Related
I have a list of tuples:
x = [(2, 10), (4, 5), (8, 10), (9, 11), (10, 15)]
I'm trying to compare the first values in all the tuples to see if they are within 1 from each other. If they are within 1, I want to aggregate (sum) the second value of the tuple, and take the mean of the first value.
The output list would look like this:
[(2, 10), (4, 5), (9, 36)]
Notice that the 8 and 10 have a difference of 2, but they're both only 1 away from 9, so they all 3 get aggregated.
I have been trying something along these lines, but It's not capturing the sequenced values like 8, 9, and 10. It's also still preserving the original values, even if they've been aggregated together.

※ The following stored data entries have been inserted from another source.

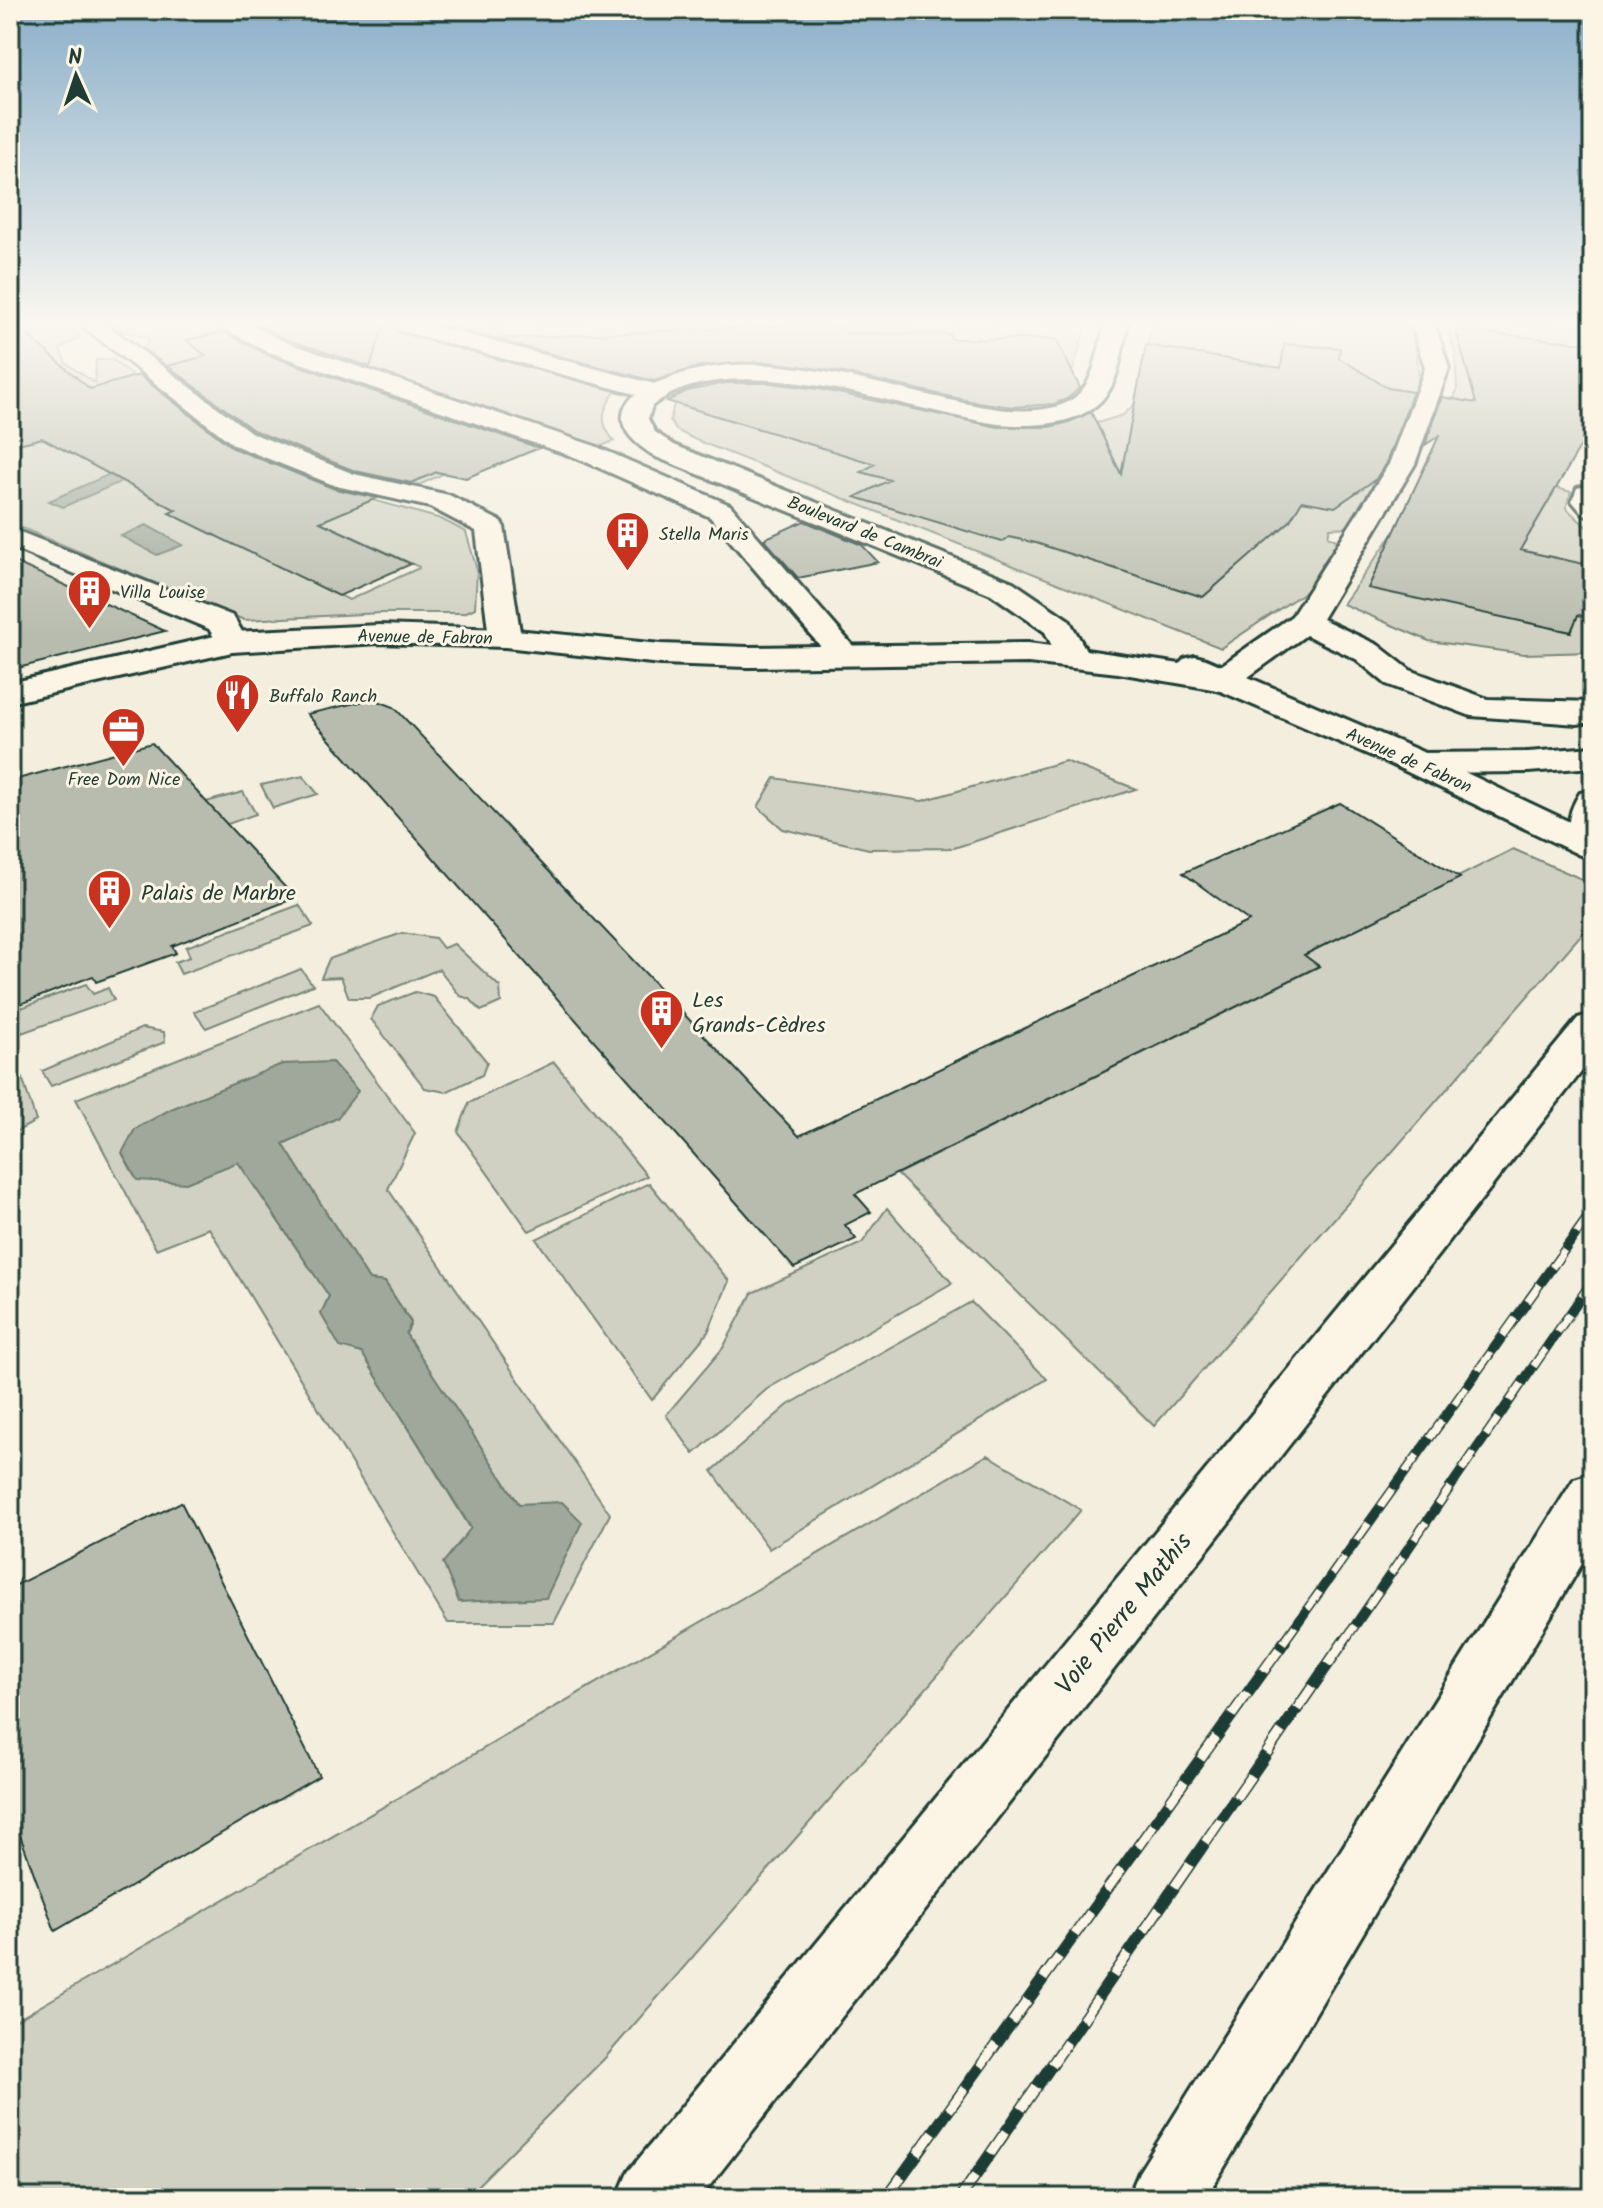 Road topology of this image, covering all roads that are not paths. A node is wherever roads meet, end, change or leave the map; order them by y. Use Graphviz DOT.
graph roads {
  1 [pos="229,428"];
  2 [pos="515,428"];
  3 [pos="638,428"];
  4 [pos="1415,428"];
  5 [pos="10,537"];
  6 [pos="1304,622"];
  7 [pos="1083,636"];
  8 [pos="505,638"];
  9 [pos="232,642"];
  10 [pos="844,654"];
  11 [pos="1221,681"];
  12 [pos="10,693"];
  13 [pos="1593,712"];
  14 [pos="1593,757"];
  15 [pos="1419,763"];
  16 [pos="1593,801"];
  17 [pos="1592,847"];
  18 [pos="1593,1028"];
  19 [pos="1593,1496"];
  20 [pos="654,2198"];
  21 [pos="1165,2198"];
  1 -- 8 [label="main road"];
  2 -- 10 [label="main road"];
  3 -- 7 [label="main road, Boulevard de Cambrai"];
  4 -- 6 [label="main road"];
  5 -- 9 [label="main road"];
  6 -- 11 [label="main road"];
  6 -- 13 [label="main road"];
  7 -- 10 [label="main road, Avenue de Fabron"];
  7 -- 11 [label="main road, Avenue de Fabron"];
  7 -- 11 [label="main road, Avenue de Fabron"];
  8 -- 9 [label="main road, Avenue de Fabron"];
  8 -- 10 [label="main road, Avenue de Fabron"];
  9 -- 12 [label="main road, Avenue de Fabron"];
  11 -- 15 [label="main road, Avenue de Fabron"];
  14 -- 15 [label="main road"];
  15 -- 17 [label="main road, Avenue de Fabron"];
  16 -- 17 [label="main road"];
  18 -- 20 [label="main road, Voie Pierre Mathis"];
  19 -- 21 [label="main road"];
} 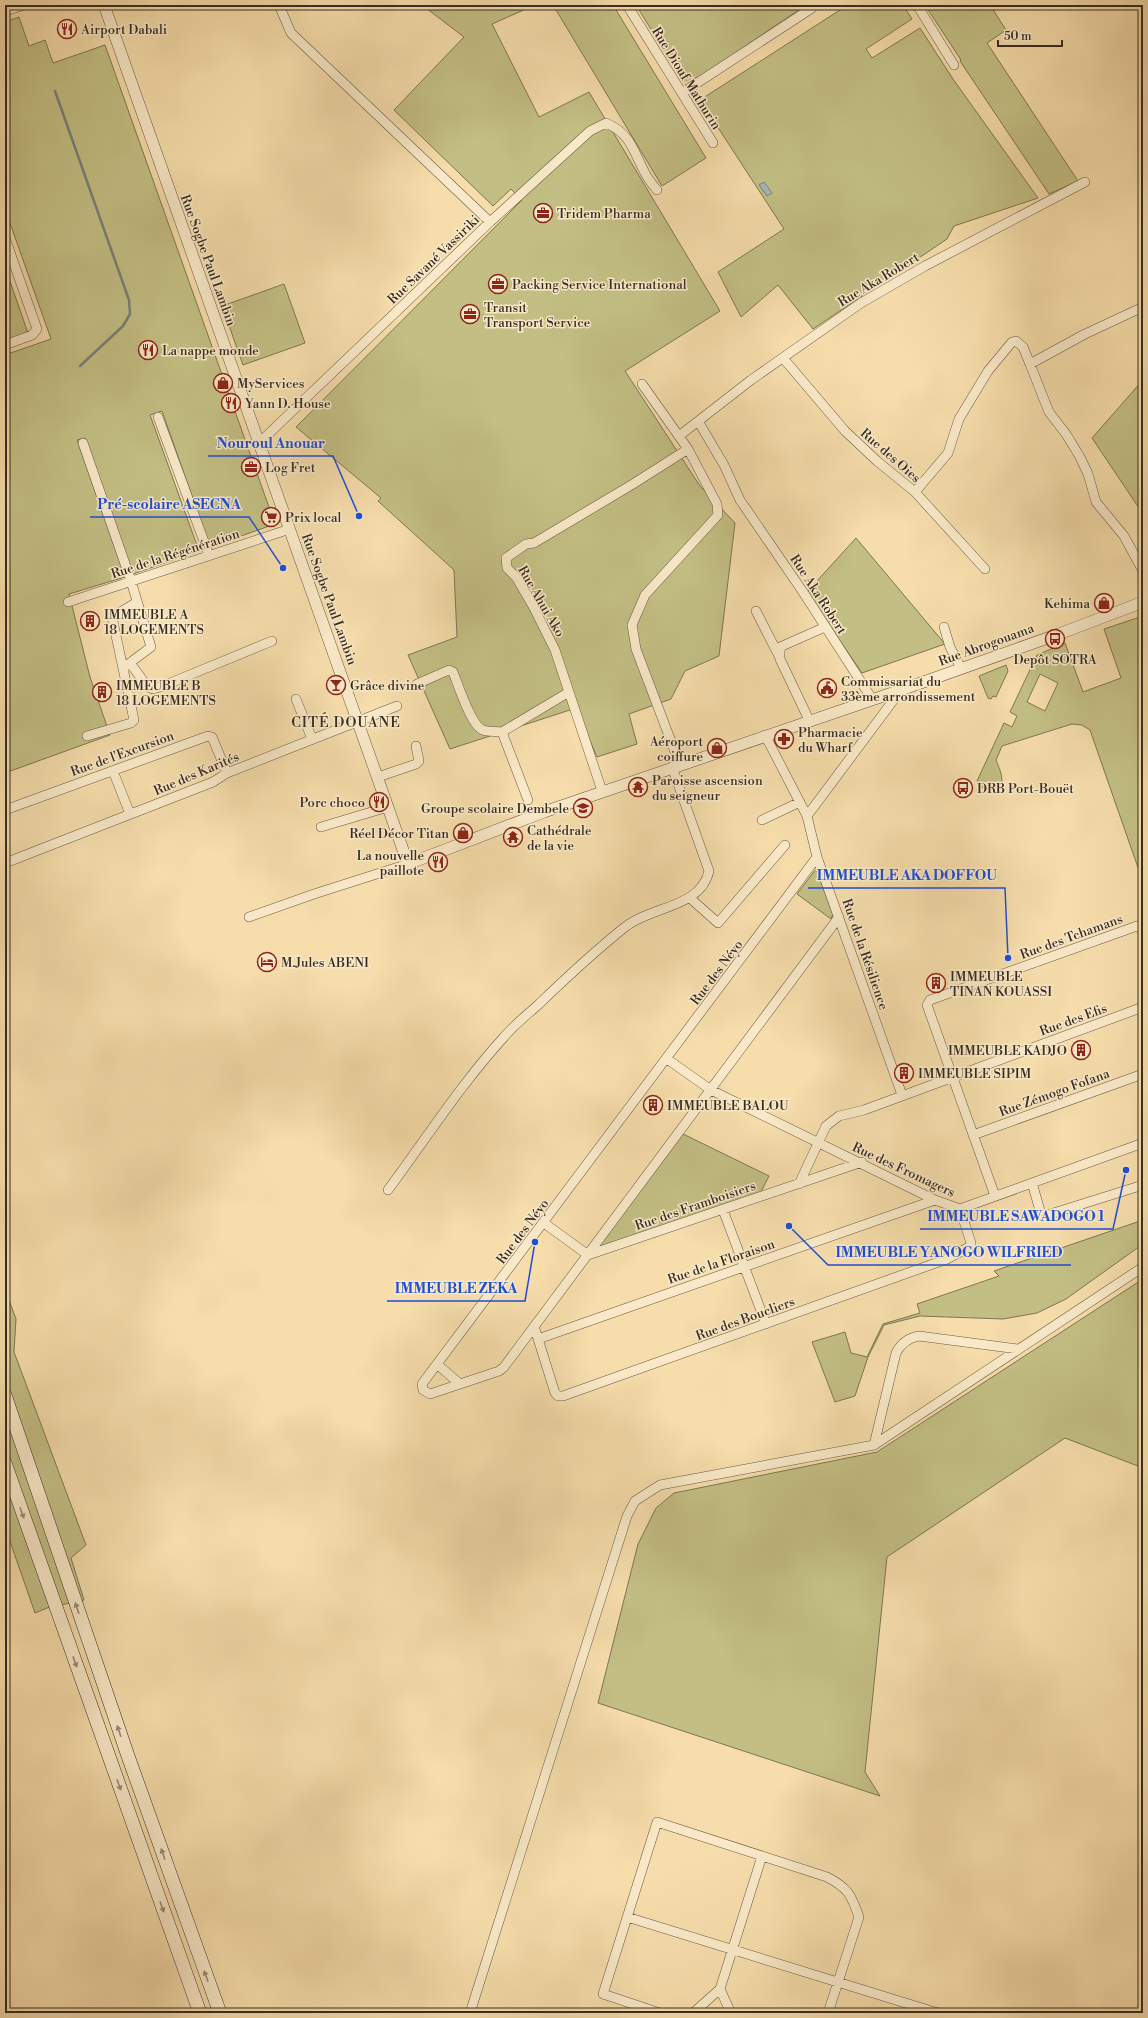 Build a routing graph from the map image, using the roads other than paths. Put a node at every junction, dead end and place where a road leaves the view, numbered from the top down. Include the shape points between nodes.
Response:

tuple_list = [(2, 10), (4, 5), (8, 10), (9, 11), (10, 15)]
output_list = []
for x1,y1 in tuple_list:
for x2,y2 in tuple_list:
if x1==x2:
continue
if np.abs(x1-x2) <= 1:
output_list.append((np.mean([x1,x2]), y1+y2))
else:
output_list.append((x1,y1))
output_list = list(set(output_list))
You can do it in a list comprehension using groupby (from itertools). The grouping key will be the difference between the first value and the tuple's index in the list. When the values are 1 apart, this difference will be constant and the tuples will be part of the same group.
For example: [2, 4, 8, 9, 10] minus their indexes [0, 1, 2, 3, 4] will give [2, 3, 6, 6, 6] forming 3 groups: [2], [4] and [8 ,9, 10].
from itertools import groupby
x = [(2, 10), (4, 5), (8, 10), (9, 11), (10, 15)]
y = [ (sum(k)/len(k),sum(v)) # output tuple
for i in [enumerate(x)] # sequence iterator
for _,g in groupby(x,lambda t:t[0]-next(i)[0]) # group by sequence
for k,v in [list(zip(*g))] ] # lists of keys & values
print(y)
[(2.0, 10), (4.0, 5), (9.0, 36)]
The for k,v in [list(zip(*g))] part is a bit tricky but what it does it transform a list of tuples (in a group) into two lists (k and v) with k containing the first item of each tuple and v containing the second items.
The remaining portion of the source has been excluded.